Real Wisdom and the Restless Tongue: A Journey Through James 4
- Aaron Scharenberg

- Apr 9
- 3 min read
There’s a moment in James’ letter where he stops sounding like a theologian and starts sounding like a therapist. He looks at the conflicts tearing communities apart and asks a piercing question: “Where do these quarrels come from?” His answer is not about technique or temperament. It’s about the heart.
James is convinced that the way we speak—and the wisdom we draw from—reveals the deeper currents of our inner life. If our words are sharp, reactive, or divisive, something inside us is unsettled. If our words are gentle, peace‑seeking, and steady, something inside us is rooted.
James 4 is a mirror. And it’s a merciful one.
1. The Tongue as a Window Into the Soul
James has already said earlier that the tongue is “a small part of the body, yet it makes great boasts.” He compares it to a spark that can set a forest ablaze. That’s not exaggeration; that’s pastoral realism.
We’ve all seen it:
A single sentence that fractures trust
A sarcastic jab that lands deeper than intended
A moment of defensiveness that escalates into a conflict
A careless comment that lingers in someone’s nervous system for years
James isn’t shaming us. He’s naming reality: words carry power because people carry vulnerability.
And in James 4, he goes deeper. He says our conflicts and harmful words come from “desires at war within us.” In modern language, we might say:
Unmet needs
Unresolved wounds
Internal anxieties
Competing loyalties
A nervous system stuck in fight‑or‑flight
The tongue speaks from whatever is happening inside. It’s not the root problem—it’s the indicator light.
2. Two Kinds of Wisdom: Earthly and Heavenly
James contrasts two forms of wisdom, and the difference is striking.
Earthly wisdom
This kind of wisdom is clever, self‑protective, and reactive. It’s driven by envy, rivalry, and insecurity. It sounds like:
“I have to win this argument.”
“I need to defend myself.”
“I can’t let them get away with that.”
“If I don’t control this, everything will fall apart.”
Earthly wisdom is survival‑mode wisdom. It’s the nervous system talking.
Heavenly wisdom
James describes this wisdom with a surprising list: pure, peace‑loving, gentle, open to reason, full of mercy, impartial, sincere.
This is not passive wisdom. It’s courageous wisdom. It’s the kind of wisdom that can:
Slow down instead of react
Listen instead of defend
Seek understanding instead of victory
Speak truth without cruelty
Hold boundaries without hostility
Heavenly wisdom is what happens when the heart is anchored in God’s presence rather than in fear.
3. Why We Lose Control of the Tongue
James says something that sounds blunt but is actually deeply compassionate: we lash out because we’re trying to get something we feel we’re missing.
In counseling terms, we might say:
We speak harshly when we feel threatened
We speak impulsively when we feel overwhelmed
We speak judgmentally when we feel insecure
We speak destructively when we feel powerless
James is not condemning the struggle. He’s revealing the path out of it.
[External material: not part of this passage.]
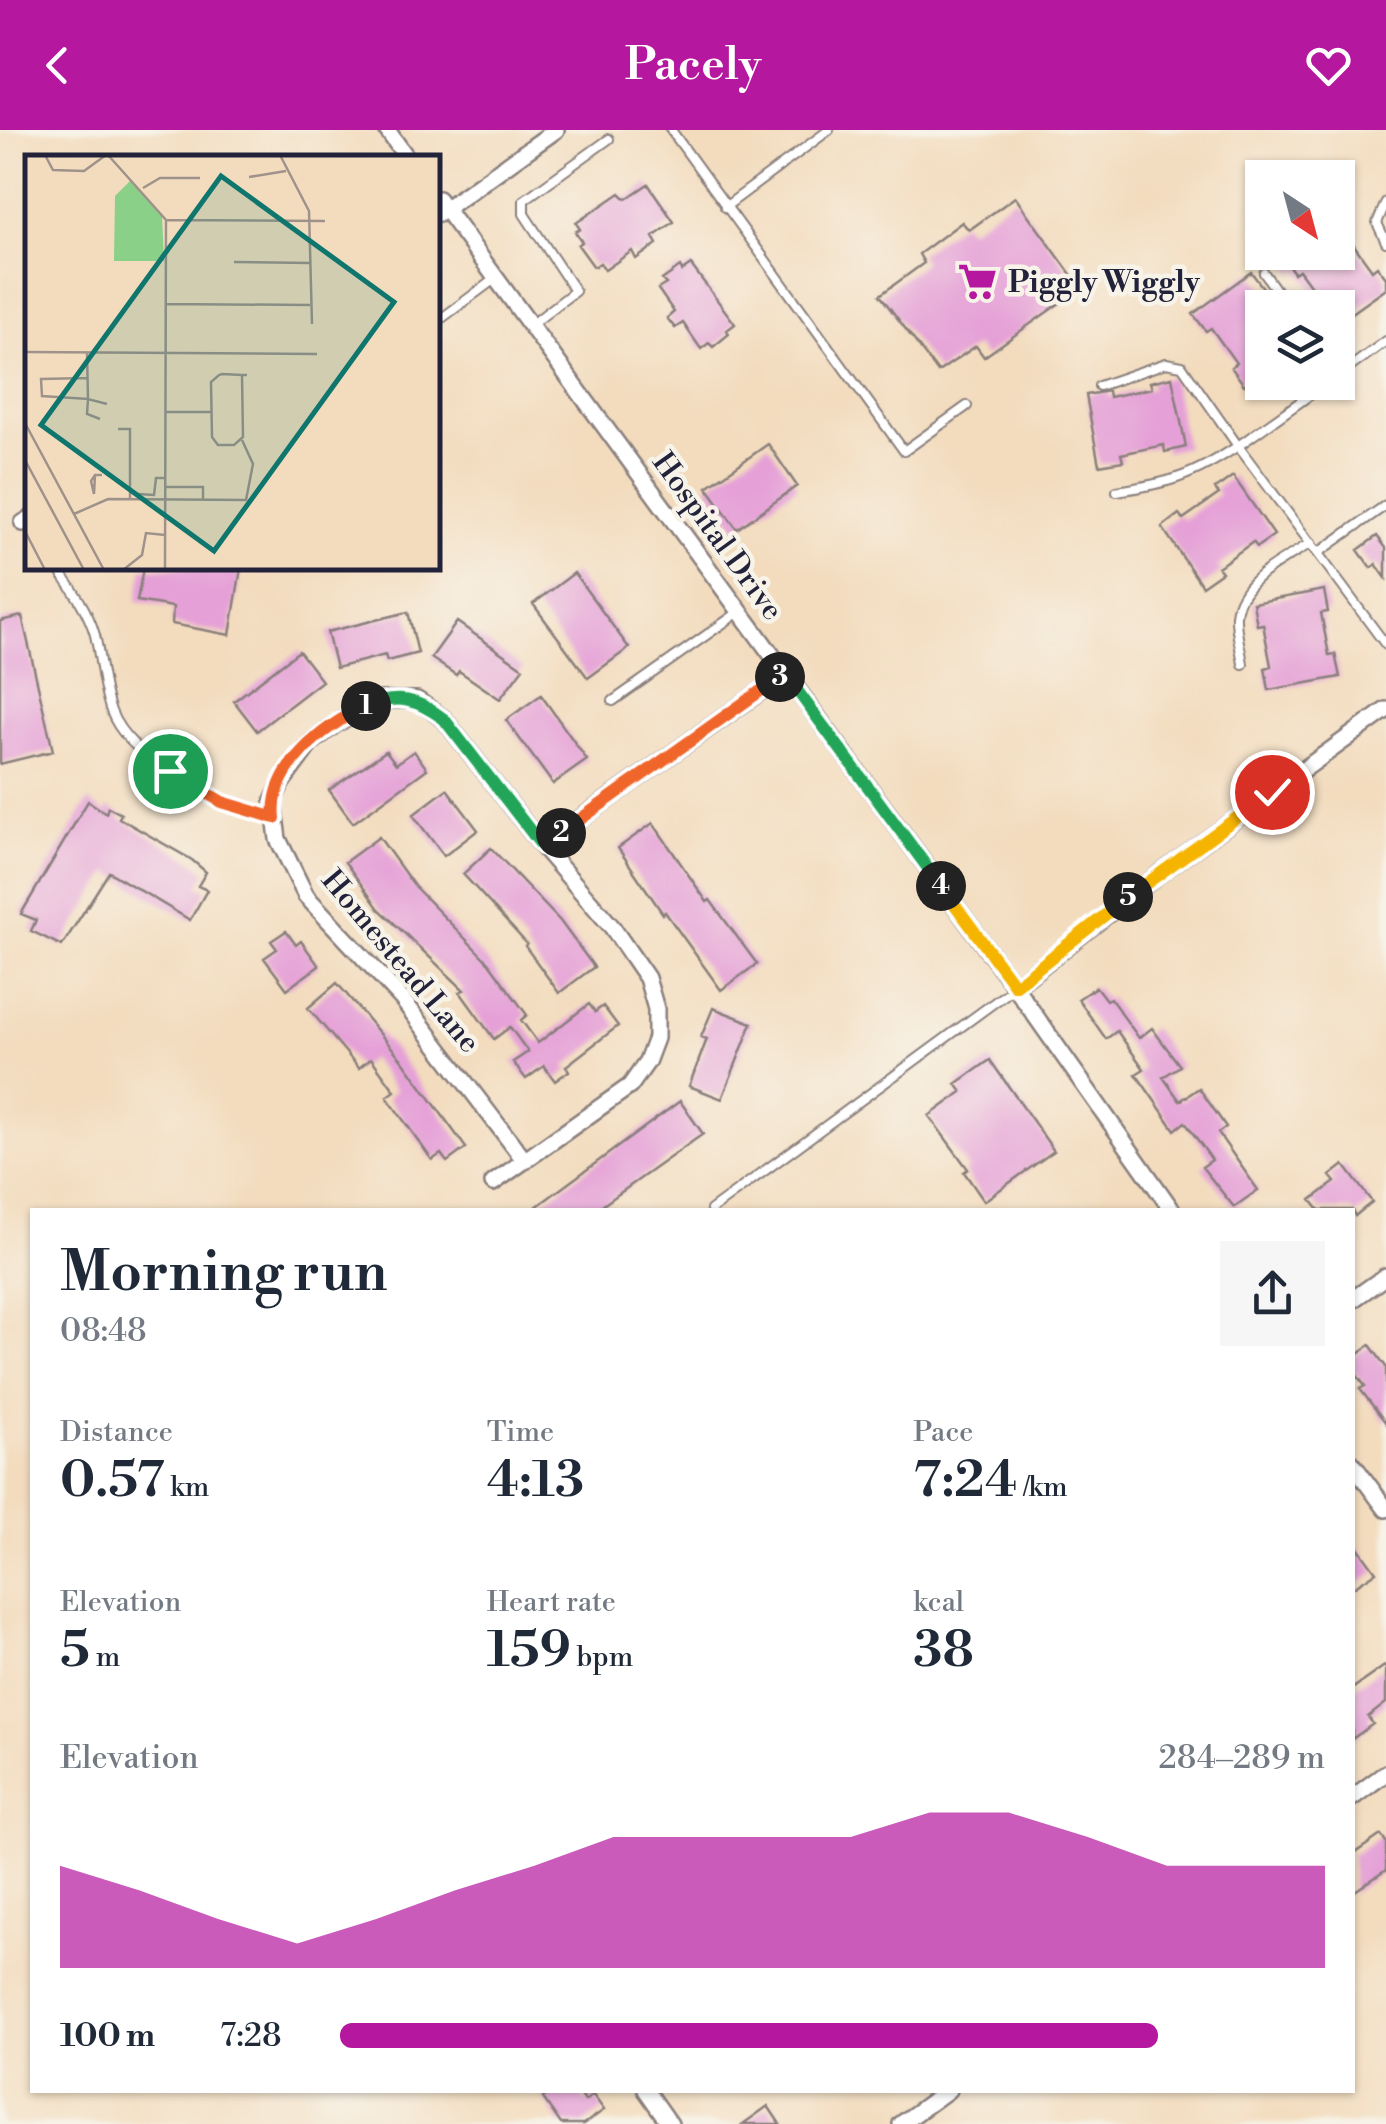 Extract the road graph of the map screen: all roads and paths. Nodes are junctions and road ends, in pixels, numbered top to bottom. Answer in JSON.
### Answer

4. The Path to Real Wisdom: Draw Near to God
James’ solution is not “try harder to control your mouth.” It’s “draw near to God, and He will draw near to you.”
In other words:
Transformation of speech begins with transformation of the heart.
When we slow down, humble ourselves, and return to God’s presence, something shifts:
Our nervous system settles
Our defensiveness softens
Our perspective widens
Our words become gentler and truer
James is describing a spiritual regulation process. Not suppression. Not perfectionism. Re‑centering.
5. What Real Wisdom Sounds Like in Everyday Life
When heavenly wisdom shapes our speech, it shows up in small, ordinary moments:
Choosing curiosity over accusation
Asking questions instead of assuming motives
Naming truth without shaming
Pausing before responding
Speaking blessing instead of bitterness
Owning our part without excuses
Offering mercy instead of magnifying faults
This is not weakness. It’s strength under the Spirit’s guidance.
6. A Community Shaped by Wisdom
James ends with a vision: “Peacemakers who sow in peace reap a harvest of righteousness.”
Imagine a home, a marriage, a church, a workplace where:
People speak to understand, not to win
Conflicts are approached with humility
Words heal instead of harm
Wisdom is measured not by cleverness but by gentleness
The tongue becomes an instrument of life
This is the kind of community James believes is possible. Not because we’re perfect, but because God is present.
A Final Word
James 4 is not a lecture on behavior. It’s an invitation to transformation.
Real wisdom is not about being right. It’s about being rooted.
Controlling the tongue is not about willpower. It’s about surrender.
And the life God offers is not found in self‑assertion. It’s found in drawing near.